Top of RECORDS SUPPLIED

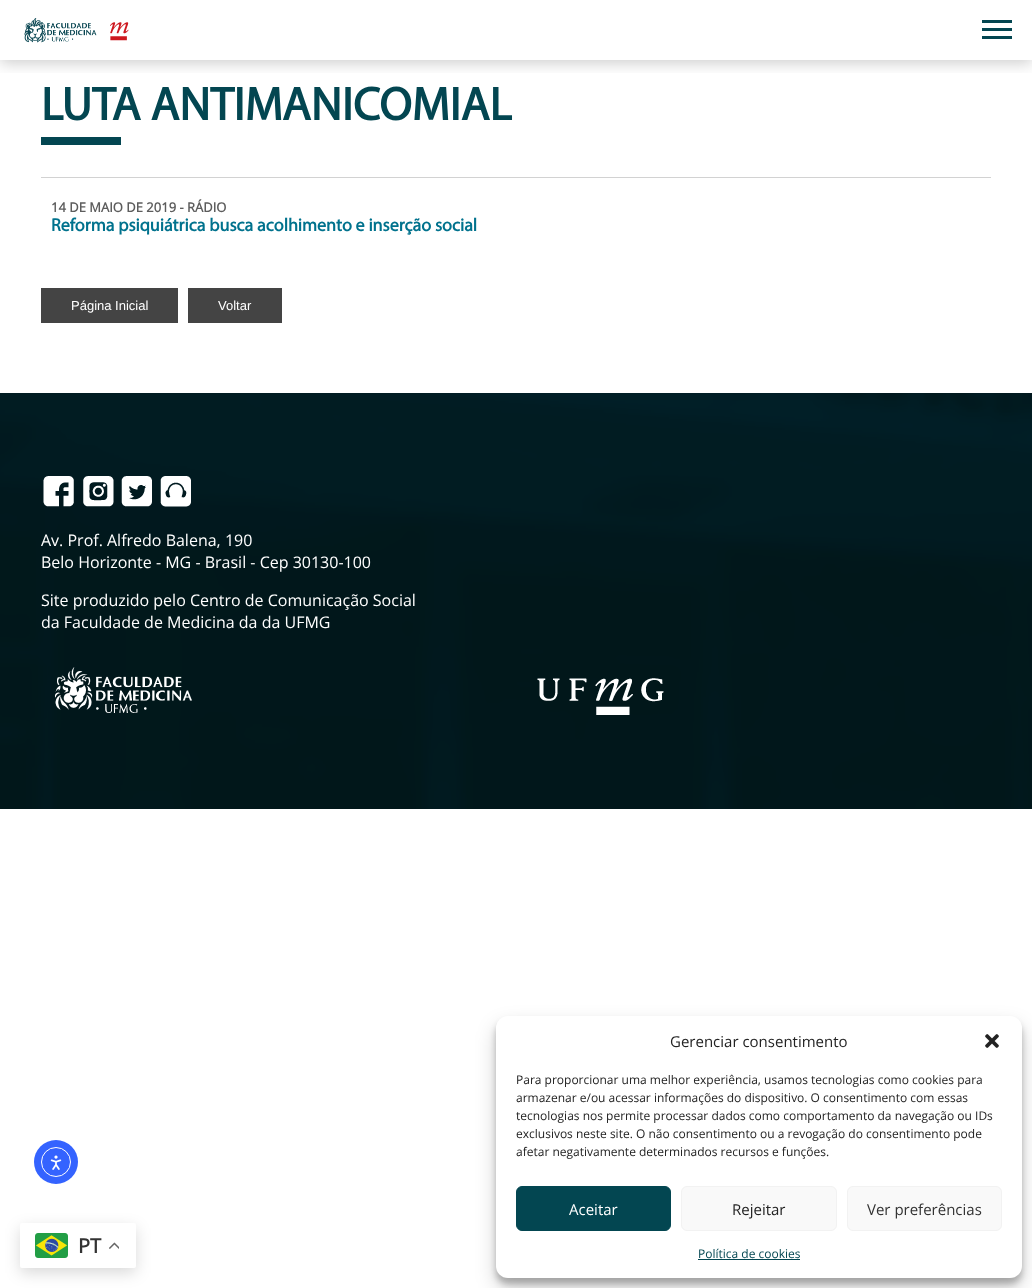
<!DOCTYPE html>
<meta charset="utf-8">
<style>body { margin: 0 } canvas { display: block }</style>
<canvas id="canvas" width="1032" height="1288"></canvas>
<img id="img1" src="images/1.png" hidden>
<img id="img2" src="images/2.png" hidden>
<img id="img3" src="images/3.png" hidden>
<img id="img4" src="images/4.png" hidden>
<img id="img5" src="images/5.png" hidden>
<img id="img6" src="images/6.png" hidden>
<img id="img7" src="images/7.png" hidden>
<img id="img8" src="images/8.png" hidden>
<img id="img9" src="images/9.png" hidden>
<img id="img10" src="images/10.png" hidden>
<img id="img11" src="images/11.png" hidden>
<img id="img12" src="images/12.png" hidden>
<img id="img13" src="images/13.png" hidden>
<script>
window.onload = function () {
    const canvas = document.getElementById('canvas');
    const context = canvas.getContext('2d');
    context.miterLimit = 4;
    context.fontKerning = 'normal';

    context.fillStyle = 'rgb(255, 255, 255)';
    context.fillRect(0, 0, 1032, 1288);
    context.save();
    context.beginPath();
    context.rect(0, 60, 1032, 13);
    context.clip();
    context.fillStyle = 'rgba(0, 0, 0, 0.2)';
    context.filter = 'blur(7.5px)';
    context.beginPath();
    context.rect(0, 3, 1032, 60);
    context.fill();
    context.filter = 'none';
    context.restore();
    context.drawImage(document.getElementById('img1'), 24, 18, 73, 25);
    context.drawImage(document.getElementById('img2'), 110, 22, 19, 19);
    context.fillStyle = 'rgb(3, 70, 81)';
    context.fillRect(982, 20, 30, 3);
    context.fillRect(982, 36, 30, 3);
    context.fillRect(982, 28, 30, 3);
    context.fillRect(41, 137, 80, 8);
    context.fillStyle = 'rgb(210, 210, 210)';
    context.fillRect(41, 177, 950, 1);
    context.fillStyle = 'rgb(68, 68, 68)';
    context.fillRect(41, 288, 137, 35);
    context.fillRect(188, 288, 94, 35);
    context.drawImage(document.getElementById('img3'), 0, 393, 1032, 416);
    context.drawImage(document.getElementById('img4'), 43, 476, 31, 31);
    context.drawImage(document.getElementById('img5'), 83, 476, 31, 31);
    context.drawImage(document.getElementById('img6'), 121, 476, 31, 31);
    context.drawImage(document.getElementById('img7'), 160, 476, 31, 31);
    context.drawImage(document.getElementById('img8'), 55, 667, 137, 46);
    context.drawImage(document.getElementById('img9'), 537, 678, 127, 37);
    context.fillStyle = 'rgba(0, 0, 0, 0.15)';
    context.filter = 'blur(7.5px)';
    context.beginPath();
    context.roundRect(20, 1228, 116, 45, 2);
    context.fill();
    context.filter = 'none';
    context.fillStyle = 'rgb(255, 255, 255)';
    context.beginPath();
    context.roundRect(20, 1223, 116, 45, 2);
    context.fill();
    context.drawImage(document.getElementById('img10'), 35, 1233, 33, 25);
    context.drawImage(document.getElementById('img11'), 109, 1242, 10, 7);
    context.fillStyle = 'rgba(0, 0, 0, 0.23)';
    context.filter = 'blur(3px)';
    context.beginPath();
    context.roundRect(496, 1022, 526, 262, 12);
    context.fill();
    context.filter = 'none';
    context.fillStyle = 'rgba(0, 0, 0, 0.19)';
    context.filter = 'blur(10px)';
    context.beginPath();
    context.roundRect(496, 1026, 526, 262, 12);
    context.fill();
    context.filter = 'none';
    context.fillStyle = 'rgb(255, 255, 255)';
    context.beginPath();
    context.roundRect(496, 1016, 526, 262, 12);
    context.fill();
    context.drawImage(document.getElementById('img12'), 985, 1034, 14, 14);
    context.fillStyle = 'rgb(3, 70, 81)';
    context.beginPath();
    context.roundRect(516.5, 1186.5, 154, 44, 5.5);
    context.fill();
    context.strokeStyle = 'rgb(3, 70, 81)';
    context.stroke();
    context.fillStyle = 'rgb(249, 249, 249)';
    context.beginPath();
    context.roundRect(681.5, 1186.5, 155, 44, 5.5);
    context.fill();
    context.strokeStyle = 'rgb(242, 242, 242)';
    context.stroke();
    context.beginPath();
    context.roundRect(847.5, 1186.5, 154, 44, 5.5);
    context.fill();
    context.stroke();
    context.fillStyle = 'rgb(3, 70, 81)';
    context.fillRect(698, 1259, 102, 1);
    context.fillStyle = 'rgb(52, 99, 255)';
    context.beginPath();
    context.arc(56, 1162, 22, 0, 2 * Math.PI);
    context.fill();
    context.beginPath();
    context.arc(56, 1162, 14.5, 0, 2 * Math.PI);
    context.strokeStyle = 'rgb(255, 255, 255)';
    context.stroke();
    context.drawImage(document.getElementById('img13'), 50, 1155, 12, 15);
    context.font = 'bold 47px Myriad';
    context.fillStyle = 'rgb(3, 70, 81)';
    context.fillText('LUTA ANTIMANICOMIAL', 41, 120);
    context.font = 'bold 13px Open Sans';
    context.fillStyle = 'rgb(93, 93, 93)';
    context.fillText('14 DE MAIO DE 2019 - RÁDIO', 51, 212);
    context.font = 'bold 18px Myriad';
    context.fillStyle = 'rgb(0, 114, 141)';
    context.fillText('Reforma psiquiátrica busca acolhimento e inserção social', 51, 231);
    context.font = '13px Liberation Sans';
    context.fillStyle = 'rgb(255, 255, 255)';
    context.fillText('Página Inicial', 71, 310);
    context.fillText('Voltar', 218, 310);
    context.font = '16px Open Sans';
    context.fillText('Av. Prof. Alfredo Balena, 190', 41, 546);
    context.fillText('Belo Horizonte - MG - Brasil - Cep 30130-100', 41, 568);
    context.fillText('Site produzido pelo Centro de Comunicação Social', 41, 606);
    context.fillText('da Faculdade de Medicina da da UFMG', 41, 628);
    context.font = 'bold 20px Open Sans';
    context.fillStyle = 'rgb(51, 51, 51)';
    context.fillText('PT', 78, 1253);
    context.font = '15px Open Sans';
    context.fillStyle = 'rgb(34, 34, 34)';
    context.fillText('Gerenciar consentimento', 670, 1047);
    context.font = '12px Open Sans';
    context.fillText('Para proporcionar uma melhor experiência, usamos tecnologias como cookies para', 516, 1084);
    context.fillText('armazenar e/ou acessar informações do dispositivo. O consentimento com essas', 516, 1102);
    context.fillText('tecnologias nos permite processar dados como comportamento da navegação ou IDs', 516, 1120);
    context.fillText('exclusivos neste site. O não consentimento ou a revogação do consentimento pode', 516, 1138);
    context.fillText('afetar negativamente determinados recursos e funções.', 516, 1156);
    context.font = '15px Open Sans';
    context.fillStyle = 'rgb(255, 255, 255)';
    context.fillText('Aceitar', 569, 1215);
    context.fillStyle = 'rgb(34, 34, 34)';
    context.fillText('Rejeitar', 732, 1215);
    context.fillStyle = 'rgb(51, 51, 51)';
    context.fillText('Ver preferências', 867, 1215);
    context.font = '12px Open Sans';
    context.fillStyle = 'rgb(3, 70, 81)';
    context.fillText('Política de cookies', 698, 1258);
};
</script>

Bottom of RECORDS SUPPLIED

▶ _ACTION ITEM_
From the records above, tally every line that contains the string "canvas"; the reply consists of that number alone.

▶ _YOUR SOLUTION_
4